Looking at these results, one can observe that both methods highlight a peak of activation on the right ventral visual cortex known to be involved in face processing (Grill-Spector et al., 2004, 2017; Wakeman and Henson, 2015). To discuss the agreement between these seemingly different methods, we would like to point to Mosher et al. (2003). While LCMV uses an empirical estimate of the data covariance to compute linear spatial filters, MNE postulates it. It is therefore totally possible that the both inverse methods offer comparable activations on a specific dataset. Note however that we do observe here that the dSPM peak is slightly more anterior.
5.7. Source-space statistics
Just as we did for the sensor time courses, we can subject the source time courses (here for dSPM only) to a cluster-based permutation test. The null hypothesis is again that there is no significant difference between the data distributions (here measured using cluster size) for faces versus scrambled (paired). Under each permutation, we do a paired t-test across subjects for the difference between the (absolute value of the) faces and scrambled values for each source space vertex and time point. These are clustered, and maximal cluster size for each permutation is selected to form the null distribution. Cluster sizes from the actual data are compared to this null; in this case we find three clusters that lead us to reject the null with p < 0.05 (see Figure 12).
5.7.1. Alternatives
When strong hypotheses exist with regard to spatial, temporal and spectral regions of interest, it may be preferable to test the experimental hypotheses on fewer well-chosen signals. In the context of a group analysis, a linear multilevel modeling approach may provide an interesting option for obtaining joint inference at the single subject and group level (Gelman, 2006; Baayen et al., 2008; Dowding and Haufe, 2017). However, such methods are not yet available in MNE and were therefore not considered in our present analysis. We however, consider that by providing all our analysis code online, such methods could easily be tested and advertised by modifying very little code. Eventually, we hope that such a method will be implemented by an existing or a new MNE contributor.

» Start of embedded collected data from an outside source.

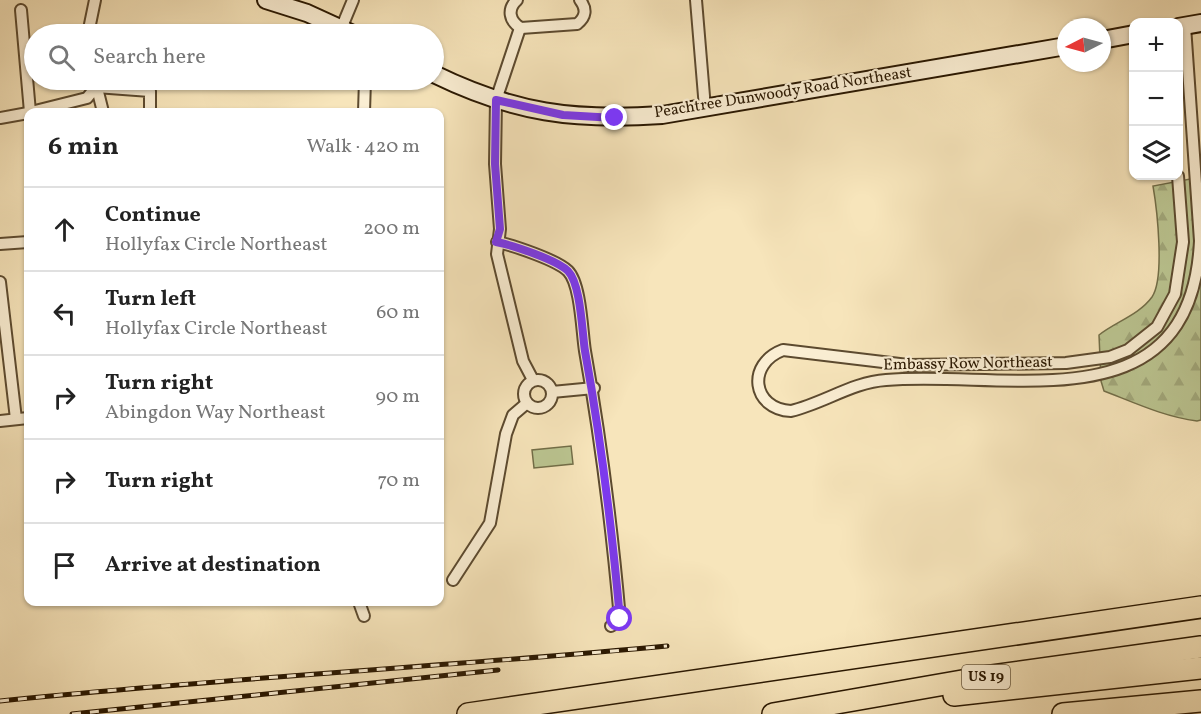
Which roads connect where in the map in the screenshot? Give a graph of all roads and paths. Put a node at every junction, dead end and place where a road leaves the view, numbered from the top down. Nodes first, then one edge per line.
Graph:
1 (95, 0) edge
2 (266, 0) edge
3 (354, 0) edge
4 (518, 0) edge
5 (579, 0) edge
6 (696, 0) edge
7 (21, 10) dead end
8 (90, 24) edge
9 (330, 24) edge
10 (349, 24) edge
11 (1188, 25) edge
12 (520, 28) junction
13 (1129, 35) edge
14 (24, 36) edge
15 (1111, 38) edge
16 (1057, 48) edge
17 (444, 78) edge
18 (30, 90) edge
19 (91, 90) edge
20 (97, 90) edge
21 (143, 90) edge
22 (364, 90) edge
23 (496, 100) junction
24 (33, 108) edge
25 (48, 108) edge
26 (102, 108) edge
27 (150, 108) edge
28 (364, 108) edge
29 (705, 108) junction
30 (24, 113) edge
31 (0, 117) edge
32 (1178, 180) edge
33 (24, 242) edge
34 (496, 242) junction
35 (0, 244) edge
36 (0, 282) edge
37 (533, 380) junction
38 (594, 388) junction
39 (552, 392) junction
40 (527, 403) junction
41 (24, 418) edge
42 (16, 419) junction
43 (0, 421) edge
44 (453, 580) dead end
45 (360, 606) edge
46 (1201, 607) edge
47 (1201, 615) edge
48 (364, 616) dead end
49 (1131, 619) junction
50 (611, 626) dead end
51 (1201, 647) edge
52 (1201, 668) edge
53 (1201, 701) edge
54 (468, 714) edge
55 (773, 714) edge
56 (793, 714) edge
57 (1063, 714) edge

1 - 8 street
2 - 9 street
3 - 10 street
4 - 12 street
5 - 12 street
6 - 29 street
7 - 14 street
11 - 32 street, Embassy Row Northeast
12 - 23 street
13 - 15 street
16 - 29 street, Peachtree Dunwoody Road Northeast
17 - 23 street, Peachtree Dunwoody Road Northeast
18 - 24 street
19 - 25 street
20 - 26 street
21 - 27 street
22 - 28 street
23 - 29 street, Peachtree Dunwoody Road Northeast
23 - 34 street
30 - 31 street
33 - 35 street
34 - 37 street
34 - 38 street
36 - 42 street
37 - 39 street
37 - 40 street
38 - 39 street
38 - 50 street
39 - 40 street
40 - 44 street
41 - 42 street
42 - 43 street
45 - 48 street
46 - 49 highway
47 - 49 highway
49 - 54 highway
51 - 55 highway, US 19
52 - 56 highway
53 - 57 highway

6. Discussion and conclusion
Analyzing M/EEG requires successive operations and transformations on the data. At each analysis stage, the different processing choices can affect the final result in different ways. While this situation encourages tailoring data analysis strategies to the specific demands of the scientific problem, this flexibility comes at a cost and can lead to spurious findings when not handled appropriately (Ioannidis, 2005; Simmons et al., 2011; Carp, 2012a). In the absence of fully automated data analysis pipelines that can optimize the choice of processing steps and parameters, it is crucial to develop principled approaches to planning, conducting, and evaluating M/EEG data analysis.
The present study makes the effort to elucidate common elements and pitfalls of M/EEG analysis. It presents a fully reproducible group analysis of the publicly available dataset from Wakeman and Henson (2015). All code and results are publicly accessible http://mne-tools.github.io/mne-biomag-group-demo/. The study provides contextualized in-depth discussion of all major steps of the analysis with regard to alternative options, caveats, and quality control measures. As a rare contribution to the M/EEG literature, this study illustrates in comparative figures, the experimental results obtained when changing essential options at different steps in the analysis. In the following, we want to share some insights that we obtained from working together on this study.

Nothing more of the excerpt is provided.